I would normally dismiss this AP article with a bunch of pole dancing champs—seriously—claiming that their sport-type activity is destined for Olympic recognition as incredibly silly and not worth a second thought. However, I just spent three days watching ice dancing promos featuring Lady Gaga on NBC that technically did not but definitely should have ended with “IF YOU WATCH THIS, YOU WILL BE UNCOMFORTABLE IN YOUR SPECIAL PLACE.” In that light, it actually seems like a reasonable possibility. Ratings, baby.
Even so…
⇥⇥“There will be a day when the Olympics see pole dancing as a sport,” she said. “The Olympic community needs to acknowledge the number of people doing pole fitness now. We’re shooting for 2012.”⇥⇥
…“bwa ha ha” is about the only thing that comes to mind when anyone is quoted in this article.
The first hurdle the definitely-not-strippers have to clear is to get pole dancing classified as a sport, where they will join the hallowed ranks of things like “floorball“ and ”bandy.” I know the latter is a bizarre mix of hockey and soccer only because a friend’s relative is on the USA national team. Floorball turns out to be a bizarre mix of hockey and indoor soccer.Though it’s impossible to frame pole dancing as a bizarre form of hockey, bandy does have an event called a “stroke-off,” though. That can only help the pole dancers in their quest. This could happen!
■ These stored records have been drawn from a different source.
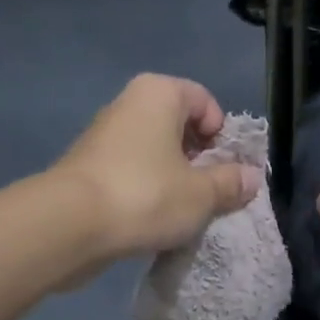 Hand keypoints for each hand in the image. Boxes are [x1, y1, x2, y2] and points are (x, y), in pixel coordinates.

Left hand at [53, 75, 261, 261]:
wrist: (67, 225)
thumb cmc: (145, 195)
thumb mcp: (202, 194)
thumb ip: (231, 183)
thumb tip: (252, 177)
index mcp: (159, 93)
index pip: (205, 102)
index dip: (222, 136)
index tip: (225, 170)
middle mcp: (129, 104)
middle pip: (179, 126)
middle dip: (199, 159)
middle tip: (208, 193)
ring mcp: (104, 135)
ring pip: (154, 151)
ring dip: (173, 178)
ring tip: (180, 212)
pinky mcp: (87, 167)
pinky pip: (131, 171)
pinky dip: (145, 190)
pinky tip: (150, 220) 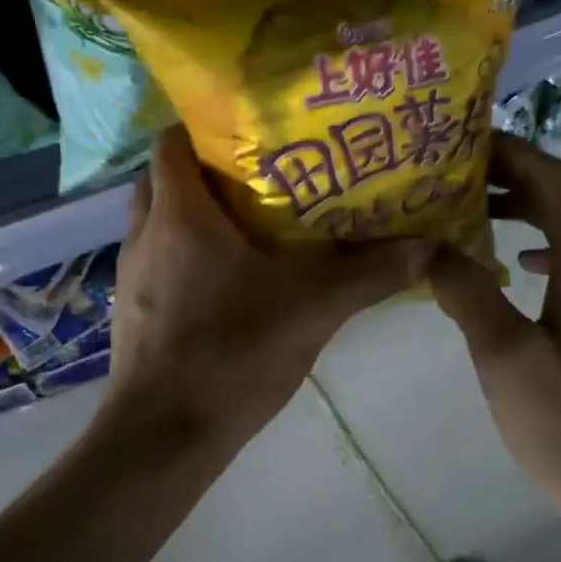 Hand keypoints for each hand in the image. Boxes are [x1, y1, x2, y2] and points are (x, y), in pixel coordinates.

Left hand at [107, 127, 428, 443]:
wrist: (163, 436)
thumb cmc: (231, 355)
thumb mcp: (311, 311)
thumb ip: (368, 275)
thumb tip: (427, 248)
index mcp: (180, 214)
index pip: (173, 139)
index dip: (208, 125)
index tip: (254, 131)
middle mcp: (145, 233)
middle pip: (167, 177)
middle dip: (209, 170)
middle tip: (264, 176)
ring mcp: (133, 274)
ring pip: (160, 221)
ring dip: (197, 215)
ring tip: (254, 223)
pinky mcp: (135, 310)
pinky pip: (160, 261)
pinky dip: (187, 255)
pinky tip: (229, 280)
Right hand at [428, 135, 560, 524]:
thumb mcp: (504, 355)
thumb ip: (466, 290)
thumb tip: (430, 246)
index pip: (554, 181)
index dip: (511, 153)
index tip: (461, 141)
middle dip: (511, 179)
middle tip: (452, 176)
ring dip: (523, 214)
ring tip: (469, 214)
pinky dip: (537, 253)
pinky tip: (509, 272)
⇥⇥“I actually see a lot of similarities in what pole dancing is now for women with what skateboarding used to be for men back in the day. Pole dancing is definitely on its way to becoming a mainstream sport.”⇥⇥
Sorry, now we’re back to “bwa ha ha.” Especially because that quote comes from Iina Laatikainen, “one of Finland’s top pole teachers,” a woman who seems like she would be nice to date until you said the wrong thing and she snapped your head off with her thighs. It’s at this point that the article takes a turn to the philosophical:
⇥⇥After all, would it really be the same without stilettos, a boozy audience and a red-tinted spotlight?⇥⇥
No, Associated Press, no it would not. The first time a 14-year old from a former Eastern Block country takes to the pole, the sexiness will be gone forever, replaced only by a shame so deep-seated that a world like that in Children of Men is inevitable. No, we must not put pole dancing in the Olympics. Instead we will develop ever more bizarre mashups of hockey. Hockey plus poker! Hockey plus the Westminster Dog Show! Hockey plus chemotherapy!